» **WORK REQUIRED**
Filter the entries for the string "first". Copy each line that has it.

» **INFORMATION PROVIDED**

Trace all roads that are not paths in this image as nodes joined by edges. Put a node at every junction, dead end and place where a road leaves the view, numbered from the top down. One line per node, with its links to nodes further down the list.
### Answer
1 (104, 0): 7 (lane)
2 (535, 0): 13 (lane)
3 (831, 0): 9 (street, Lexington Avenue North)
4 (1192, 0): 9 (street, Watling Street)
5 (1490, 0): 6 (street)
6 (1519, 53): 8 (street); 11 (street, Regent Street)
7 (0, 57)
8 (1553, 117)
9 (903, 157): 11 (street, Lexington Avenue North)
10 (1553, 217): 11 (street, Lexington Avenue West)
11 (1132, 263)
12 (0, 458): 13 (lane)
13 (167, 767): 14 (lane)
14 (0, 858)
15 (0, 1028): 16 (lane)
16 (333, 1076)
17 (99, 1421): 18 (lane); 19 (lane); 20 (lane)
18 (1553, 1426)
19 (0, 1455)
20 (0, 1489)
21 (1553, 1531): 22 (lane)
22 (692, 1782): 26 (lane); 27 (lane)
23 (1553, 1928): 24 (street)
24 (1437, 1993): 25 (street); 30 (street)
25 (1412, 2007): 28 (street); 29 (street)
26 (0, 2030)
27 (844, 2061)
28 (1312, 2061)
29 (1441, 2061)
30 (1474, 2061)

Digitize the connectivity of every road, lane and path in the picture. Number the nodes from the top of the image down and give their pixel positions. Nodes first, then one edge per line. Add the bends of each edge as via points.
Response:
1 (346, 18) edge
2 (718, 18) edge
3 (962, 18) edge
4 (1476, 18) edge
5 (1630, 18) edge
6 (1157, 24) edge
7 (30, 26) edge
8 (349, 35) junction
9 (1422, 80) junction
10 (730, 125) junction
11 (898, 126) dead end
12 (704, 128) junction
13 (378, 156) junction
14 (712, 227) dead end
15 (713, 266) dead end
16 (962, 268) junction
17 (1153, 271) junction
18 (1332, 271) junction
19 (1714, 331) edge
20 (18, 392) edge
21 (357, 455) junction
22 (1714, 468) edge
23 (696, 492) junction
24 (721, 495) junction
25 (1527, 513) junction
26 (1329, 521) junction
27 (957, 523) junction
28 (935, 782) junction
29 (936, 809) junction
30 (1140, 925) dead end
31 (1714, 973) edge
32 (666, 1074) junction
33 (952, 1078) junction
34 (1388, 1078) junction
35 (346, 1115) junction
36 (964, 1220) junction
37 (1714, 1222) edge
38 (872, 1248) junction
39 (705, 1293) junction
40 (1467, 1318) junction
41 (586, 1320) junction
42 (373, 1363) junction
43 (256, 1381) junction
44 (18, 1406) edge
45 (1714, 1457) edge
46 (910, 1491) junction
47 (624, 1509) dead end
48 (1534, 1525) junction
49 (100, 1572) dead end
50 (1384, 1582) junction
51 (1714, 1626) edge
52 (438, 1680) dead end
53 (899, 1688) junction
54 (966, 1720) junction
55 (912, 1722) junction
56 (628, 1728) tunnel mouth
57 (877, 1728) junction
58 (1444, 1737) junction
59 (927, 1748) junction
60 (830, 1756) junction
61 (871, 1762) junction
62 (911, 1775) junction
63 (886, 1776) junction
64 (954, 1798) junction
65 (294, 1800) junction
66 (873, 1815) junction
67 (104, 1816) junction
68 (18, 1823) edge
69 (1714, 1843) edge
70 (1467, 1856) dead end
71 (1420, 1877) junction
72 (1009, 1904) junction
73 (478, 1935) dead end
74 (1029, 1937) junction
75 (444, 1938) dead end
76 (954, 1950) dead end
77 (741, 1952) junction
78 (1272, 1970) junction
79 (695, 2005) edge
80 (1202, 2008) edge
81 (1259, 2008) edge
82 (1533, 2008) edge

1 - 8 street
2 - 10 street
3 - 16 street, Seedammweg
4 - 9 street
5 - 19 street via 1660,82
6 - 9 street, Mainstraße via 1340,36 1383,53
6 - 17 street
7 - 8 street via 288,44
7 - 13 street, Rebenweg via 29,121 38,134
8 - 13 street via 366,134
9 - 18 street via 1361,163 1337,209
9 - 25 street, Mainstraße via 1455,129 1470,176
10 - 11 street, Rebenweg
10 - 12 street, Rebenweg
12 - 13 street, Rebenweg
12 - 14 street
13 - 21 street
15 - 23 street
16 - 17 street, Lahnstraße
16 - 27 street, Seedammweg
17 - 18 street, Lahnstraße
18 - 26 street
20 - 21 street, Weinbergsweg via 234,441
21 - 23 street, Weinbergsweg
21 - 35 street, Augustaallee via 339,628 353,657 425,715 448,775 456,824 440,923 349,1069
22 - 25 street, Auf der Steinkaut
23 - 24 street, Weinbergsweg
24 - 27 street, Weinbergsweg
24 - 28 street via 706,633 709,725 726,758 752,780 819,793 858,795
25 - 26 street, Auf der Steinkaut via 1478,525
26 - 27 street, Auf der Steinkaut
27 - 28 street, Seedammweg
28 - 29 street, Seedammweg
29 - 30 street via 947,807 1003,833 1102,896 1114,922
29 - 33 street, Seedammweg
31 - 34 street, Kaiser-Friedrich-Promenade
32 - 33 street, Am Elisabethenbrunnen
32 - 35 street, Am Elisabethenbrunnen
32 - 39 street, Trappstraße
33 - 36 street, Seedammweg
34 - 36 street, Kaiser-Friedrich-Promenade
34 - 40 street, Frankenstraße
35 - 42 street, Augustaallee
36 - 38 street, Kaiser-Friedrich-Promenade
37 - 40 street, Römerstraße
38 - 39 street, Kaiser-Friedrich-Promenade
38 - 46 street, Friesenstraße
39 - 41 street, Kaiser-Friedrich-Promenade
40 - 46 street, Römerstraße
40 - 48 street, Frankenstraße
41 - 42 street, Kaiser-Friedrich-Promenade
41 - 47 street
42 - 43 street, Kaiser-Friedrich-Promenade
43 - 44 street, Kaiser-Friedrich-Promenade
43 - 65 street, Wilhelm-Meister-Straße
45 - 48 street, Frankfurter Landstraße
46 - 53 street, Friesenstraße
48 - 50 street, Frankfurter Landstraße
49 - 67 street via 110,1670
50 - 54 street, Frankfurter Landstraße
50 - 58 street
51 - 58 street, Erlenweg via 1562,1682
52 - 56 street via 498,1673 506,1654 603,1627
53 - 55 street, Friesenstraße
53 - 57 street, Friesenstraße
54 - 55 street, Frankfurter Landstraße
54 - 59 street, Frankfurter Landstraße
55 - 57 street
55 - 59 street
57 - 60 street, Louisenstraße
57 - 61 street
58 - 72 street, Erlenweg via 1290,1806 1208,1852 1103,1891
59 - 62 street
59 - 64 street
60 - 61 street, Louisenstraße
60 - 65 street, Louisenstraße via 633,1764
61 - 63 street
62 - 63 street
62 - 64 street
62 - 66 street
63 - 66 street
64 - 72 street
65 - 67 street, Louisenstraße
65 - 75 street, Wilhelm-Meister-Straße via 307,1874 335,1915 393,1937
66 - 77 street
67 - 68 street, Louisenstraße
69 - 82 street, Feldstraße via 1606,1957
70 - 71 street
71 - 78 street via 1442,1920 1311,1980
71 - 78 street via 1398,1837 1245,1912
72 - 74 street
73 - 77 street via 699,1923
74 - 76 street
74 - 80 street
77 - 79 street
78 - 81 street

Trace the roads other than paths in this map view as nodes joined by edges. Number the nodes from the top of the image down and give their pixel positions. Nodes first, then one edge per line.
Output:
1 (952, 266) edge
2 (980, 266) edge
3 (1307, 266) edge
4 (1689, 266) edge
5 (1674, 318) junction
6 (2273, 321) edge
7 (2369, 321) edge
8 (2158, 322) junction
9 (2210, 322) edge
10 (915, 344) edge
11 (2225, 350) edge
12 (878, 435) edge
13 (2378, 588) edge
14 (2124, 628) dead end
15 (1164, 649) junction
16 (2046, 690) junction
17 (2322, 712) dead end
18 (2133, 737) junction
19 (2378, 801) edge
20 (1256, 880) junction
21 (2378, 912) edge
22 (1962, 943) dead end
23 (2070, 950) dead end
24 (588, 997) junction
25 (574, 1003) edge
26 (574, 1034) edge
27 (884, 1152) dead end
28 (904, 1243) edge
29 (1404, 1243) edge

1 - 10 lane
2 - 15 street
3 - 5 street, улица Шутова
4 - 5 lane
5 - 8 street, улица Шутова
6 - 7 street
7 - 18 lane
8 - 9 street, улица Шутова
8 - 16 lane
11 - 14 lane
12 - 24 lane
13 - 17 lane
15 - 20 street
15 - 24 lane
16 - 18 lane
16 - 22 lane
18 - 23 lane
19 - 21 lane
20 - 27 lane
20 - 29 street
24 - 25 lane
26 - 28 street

» **EXERCISE RESPONSE**
Digitize the connectivity of every road, lane and path in the picture. Number the nodes from the top of the image down and give their pixel positions. Nodes first, then one edge per line. Add the bends of each edge as via points.
Trace the roads other than paths in this map view as nodes joined by edges. Number the nodes from the top of the image down and give their pixel positions. Nodes first, then one edge per line.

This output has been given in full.